SPECIALIST PALLIATIVE CARE
Currently
Admitted over night with increasing SOB.  CT CAP showed bilateral pleural effusions.  HB 75.  Decided against drainage of effusion or transfusion.
Physical symptoms
SOB+++.  IRT has arranged home oxygen, delivered prior to discharge.
Denied pain during admission.  On longstanding MST BD and Oramorph PRN.
Constipation, tenesmus.  Longstanding issue.  Had an enema during admission – bowels opened after that and G felt more comfortable.
Pallor.
Cacectic.
Eating and drinking small amounts.
Perferal oedema.

Psychological symptoms
Very anxious.  Do not like to be in hospital.  Prefers to be at home.
Has said that she wishes she was dead.  No plans to do any self-harm.  Say she’s too scared to do this to herself.  Just wishes she was ‘out of here’.

Social concerns
Lives alone in a flat.  6th floor.
Partner R supportive.  He lives in Wapping but has taken time of work so he can be at home with G to support her.

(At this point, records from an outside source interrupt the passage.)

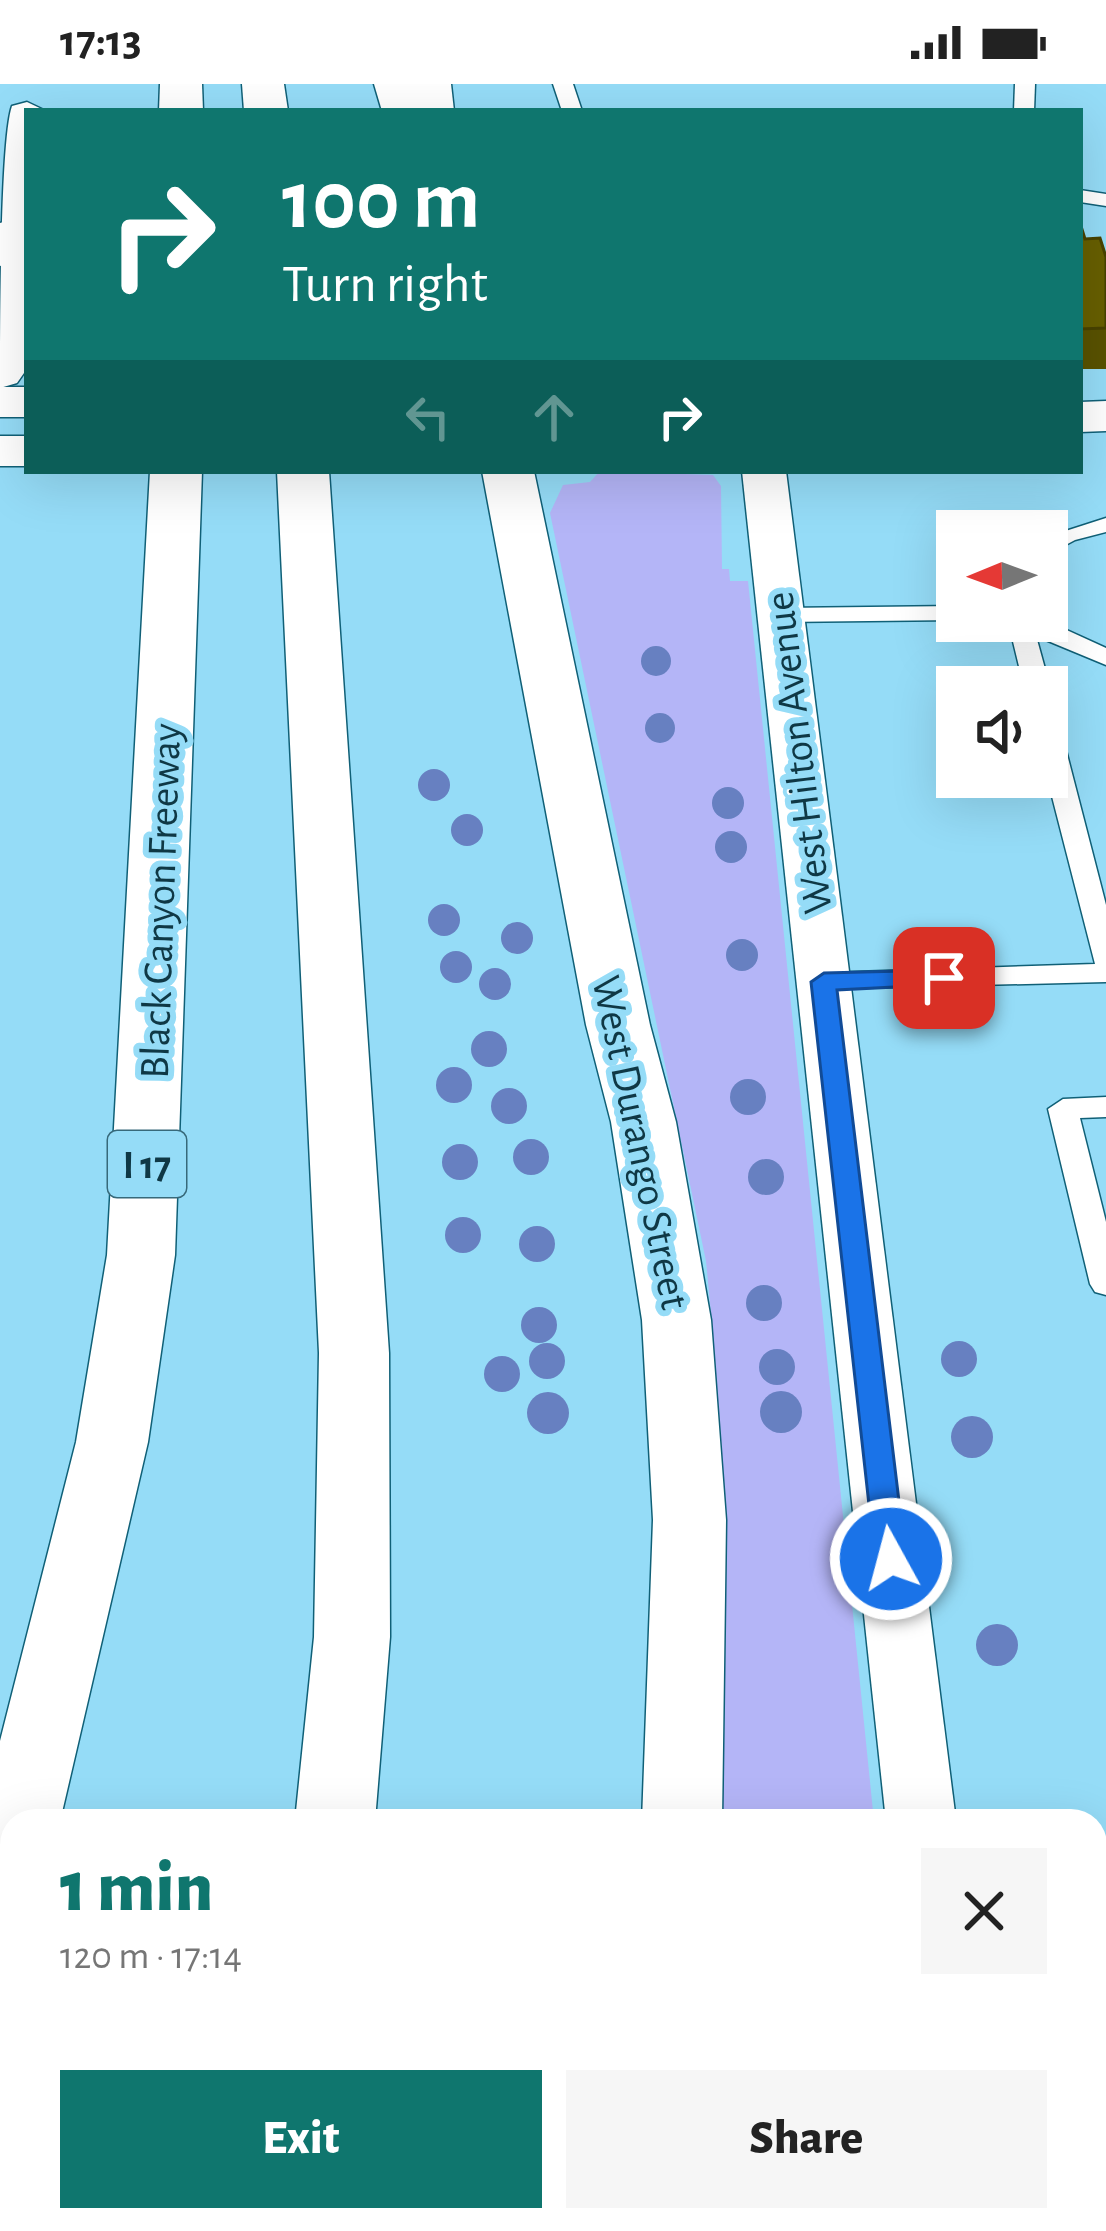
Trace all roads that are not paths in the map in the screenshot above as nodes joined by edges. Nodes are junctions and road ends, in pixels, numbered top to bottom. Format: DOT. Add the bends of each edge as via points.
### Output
graph roads {
  1 [pos="24,131"];
  2 [pos="5,243"];
  3 [pos="0,373"];
  4 [pos="509,474"];
  5 [pos="764,474"];
  6 [pos="176,482"];
  7 [pos="304,486"];
  8 [pos="1106,525"];
  9 [pos="1068,536"];
  10 [pos="936,613"];
  11 [pos="781,615"];
  12 [pos="1065,642"];
  13 [pos="1106,657"];
  14 [pos="1065,798"];
  15 [pos="1106,959"];
  16 [pos="1106,973"];
  17 [pos="824,982"];
  18 [pos="1106,1107"];
  19 [pos="1106,1284"];
  20 [pos="23,1809"];
  21 [pos="336,1809"];
  22 [pos="683,1809"];
  23 [pos="920,1809"];
  1 -- 2 [label="main road"];
  2 -- 3 [label="main road"];
  4 -- 22 [label="main road, West Durango Street" via="618,1025 645,1115 683,1350 693,1652"];
  5 -- 11 [label="street, West Hilton Avenue"];
  6 -- 20 [label="main road, Black Canyon Freeway / I 17" via="141,1256 112,1442"];
  7 -- 21 [label="main road" via="354,1353 352,1637"];
  8 -- 9 [label="lane"];
  10 -- 11 [label="lane"];
  11 -- 17 [label="street, West Hilton Avenue"];
  12 -- 13 [label="lane"];
  14 -- 15 [label="lane"];
  16 -- 17 [label="lane"];
  17 -- 23 [label="street, West Hilton Avenue"];
  18 -- 19 [label="lane" via="1063,1109"];
}
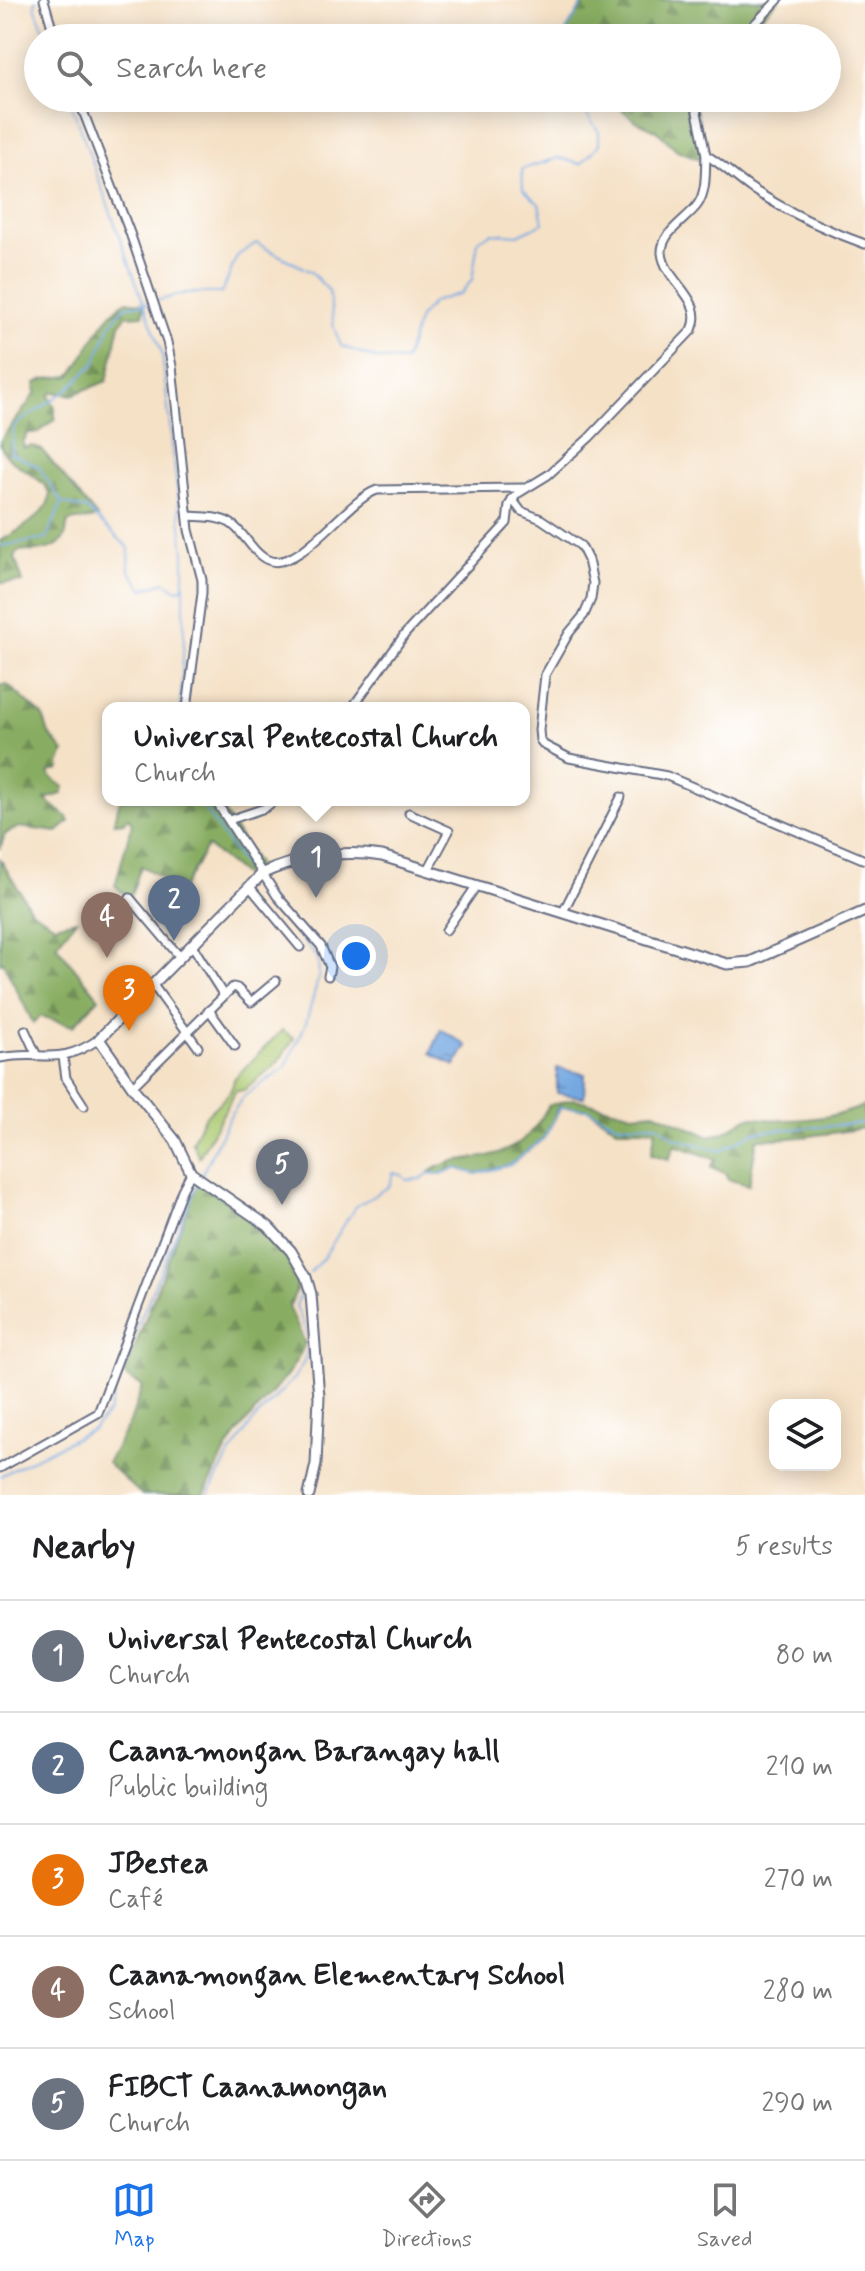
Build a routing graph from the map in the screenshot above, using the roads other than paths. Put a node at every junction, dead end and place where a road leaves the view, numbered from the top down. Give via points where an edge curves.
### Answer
1 (44, 0) edge
2 (778, 0) edge
3 (51, 24) edge
4 (755, 24) edge
5 (83, 112) edge
6 (697, 112) edge
7 (706, 155) junction
8 (865, 244) edge
9 (524, 488) junction
10 (512, 499) junction
11 (188, 516) junction
12 (188, 702) edge
13 (356, 702) edge
14 (621, 797) dead end
15 (219, 806) edge
16 (265, 806) edge
17 (409, 813) dead end
18 (229, 820) junction
19 (865, 860) edge
20 (428, 870) junction
21 (263, 873) junction
22 (477, 885) junction
23 (250, 887) junction
24 (130, 898) dead end
25 (865, 911) edge
26 (563, 912) junction
27 (446, 930) dead end
28 (192, 945) junction
29 (300, 947) dead end
30 (180, 957) junction
31 (328, 976) dead end
32 (276, 981) dead end
33 (153, 985) junction
34 (224, 996) junction
35 (209, 1010) junction
36 (25, 1030) dead end
37 (186, 1032) junction
38 (99, 1039) junction
39 (235, 1046) dead end
40 (198, 1047) dead end
41 (37, 1056) junction
42 (63, 1057) junction
43 (0, 1058) edge
44 (132, 1087) junction
45 (84, 1106) dead end
46 (191, 1173) junction
47 (0, 1468) edge
48 (309, 1495) edge

1 - 3 street
2 - 4 street
5 - 11 street via 170,354
6 - 7 street
7 - 8 street via 795,214
7 - 9 street via 704,191 670,233 662,255 695,312 692,330 589,438 548,475
9 - 10 street
9 - 11 street via 377,490 300,552 277,562 264,558 230,523
10 - 13 street via 507,523 405,634
10 - 19 street via 522,512 581,546 593,577 584,615 545,675 539,730 544,745 569,758 671,777
11 - 12 street via 202,593
14 - 26 street
15 - 18 street
16 - 18 street
17 - 20 street via 449,831
18 - 21 street
20 - 21 street via 348,852
20 - 22 street
21 - 23 street
21 - 31 street via 321,946
22 - 26 street
22 - 27 street
23 - 28 street
23 - 29 street
24 - 30 street
25 - 26 street via 738,965
28 - 30 street
28 - 34 street
30 - 33 street
32 - 34 street via 251,1002 235,987
33 - 37 street
33 - 38 street
34 - 35 street
35 - 37 street
35 - 39 street
36 - 41 street
37 - 40 street
37 - 44 street
38 - 42 street
38 - 44 street
41 - 42 street
41 - 43 street
42 - 45 street via 66,1078
44 - 46 street via 175,1140
46 - 47 street via 98,1413
46 - 48 street via 268,1226 306,1277 319,1397

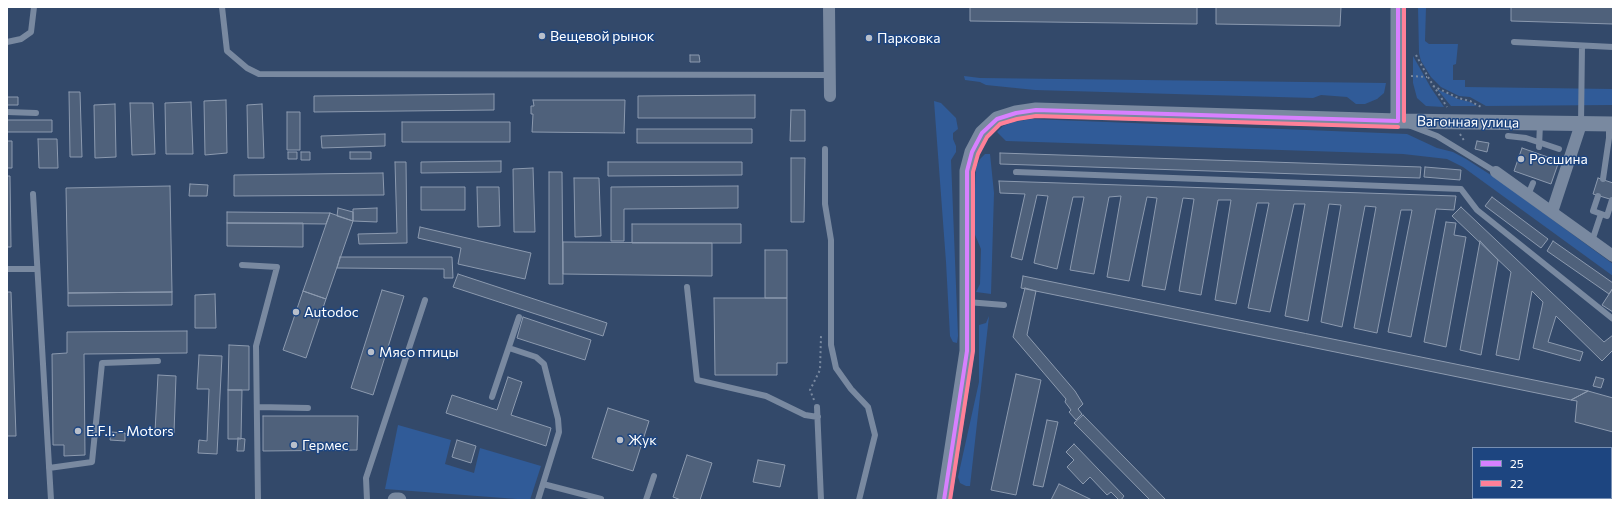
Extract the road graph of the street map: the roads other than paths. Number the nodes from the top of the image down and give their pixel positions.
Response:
1 (34, 7) edge
2 (222, 7) edge
3 (829, 7) edge
4 (1398, 7) edge
5 (7, 42) edge
6 (1514, 42) dead end
7 (1582, 46) junction
8 (1613, 47) edge
9 (830, 75) junction
10 (830, 96) dead end
11 (7, 112) edge
12 (36, 113) dead end
13 (1398, 121) junction
14 (1581, 121) junction
15 (1540, 124) junction
16 (1611, 124) edge
17 (1508, 136) dead end
18 (1539, 145) junction
19 (825, 149) dead end
20 (1559, 149) dead end
21 (1016, 172) dead end
22 (1496, 172) joint
23 (1603, 179) dead end
24 (1533, 183) dead end
25 (33, 194) dead end
26 (1528, 195) junction
27 (1598, 196) dead end
28 (1612, 200) edge
29 (1552, 212) junction
30 (1601, 214) junction
31 (1592, 240) junction
32 (1613, 256) edge
33 (242, 265) dead end
34 (7, 269) edge
35 (36, 269) junction
36 (687, 287) dead end
37 (425, 300) dead end
38 (967, 302) junction
39 (1004, 305) dead end
40 (518, 317) dead end
41 (1613, 319) edge
42 (509, 348) junction
43 (158, 361) dead end
44 (492, 397) dead end
45 (258, 407) junction
46 (817, 407) road end
47 (308, 408) dead end
48 (818, 417) junction
49 (49, 468) junction
50 (654, 476) dead end
51 (542, 484) junction
52 (601, 499) dead end
53 (51, 500) edge
54 (258, 500) edge
55 (367, 500) edge
56 (395, 500) edge
57 (399, 500) edge
58 (538, 500) edge
59 (646, 500) edge
60 (821, 500) edge
61 (859, 500) edge
62 (944, 500) edge

1 - 5 lane
2 - 9 lane
3 - 9 street
4 - 13 street
6 - 7 lane
7 - 8 lane
7 - 14 lane
9 - 10 street
11 - 12 lane
13 - 15 street, Вагонная улица
13 - 22 lane
13 - 38 street, Вагонная улица
14 - 15 street, Вагонная улица
14 - 16 street, Вагонная улица
14 - 29 street
15 - 18 lane
16 - 23 lane
17 - 18 lane
18 - 20 lane
19 - 61 lane
21 - 41 lane
22 - 26 street
24 - 26 lane
25 - 35 lane
26 - 29 street
27 - 30 lane
28 - 30 lane
29 - 31 street
30 - 31 lane
31 - 32 street
33 - 45 lane
34 - 35 lane
35 - 49 lane
36 - 48 lane
37 - 55 lane
38 - 39 lane
38 - 62 street, Вагонная улица
40 - 42 lane
42 - 44 lane
42 - 51 lane
43 - 49 lane
45 - 47 lane
45 - 54 lane
46 - 48 lane
48 - 60 lane
49 - 53 lane
50 - 59 lane
51 - 52 lane
51 - 58 lane
56 - 57 street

G manage to mobilise short distances.

G has agreed to a BD POC, DN input, continued community palliative care input.
Referred to pall@home on discharge.
Discharge team arranging key safe and commode.

Spiritual/existential concerns
No religious beliefs.

Advance Care Planning
PPC/D home.  Would like to avoid hospital admissions if possible.
DNACPR form in place
PRN injectable medications already at home.
On CMC
COORDINATE MY CARE RECORD
Already has CMC record (prior to current episode).
INJECTABLE MEDICATIONS PRESCRIBING AT DISCHARGE
No PRN injectable medications prescribed this admission, confirmed by community palliative care CNS that G already has this home.

Discharge Medicines
MST – 20mg every 12 hours
Lorazepam tablets – 0.5mg (half a tablet – break tablet in half) every 6 hrs when required for anxiety
Oramorph liquid morphine – up to 5mg per hour
Omeprazole – 20mg every morning

 NOTE:  This was the last diary entry from my lovely girlfriend, Gina G (a pseudonym).
She died just after noon on 21st September 2016 after a brief overnight stay at Royal Trinity Hospice, Clapham.

She didn't think she was brave; just reacting to circumstances.  However, I have never known such a brave soul.  She suffered such indignities and pain.  I miss her greatly and can never forget the impact she has made on my life.  I will love her always.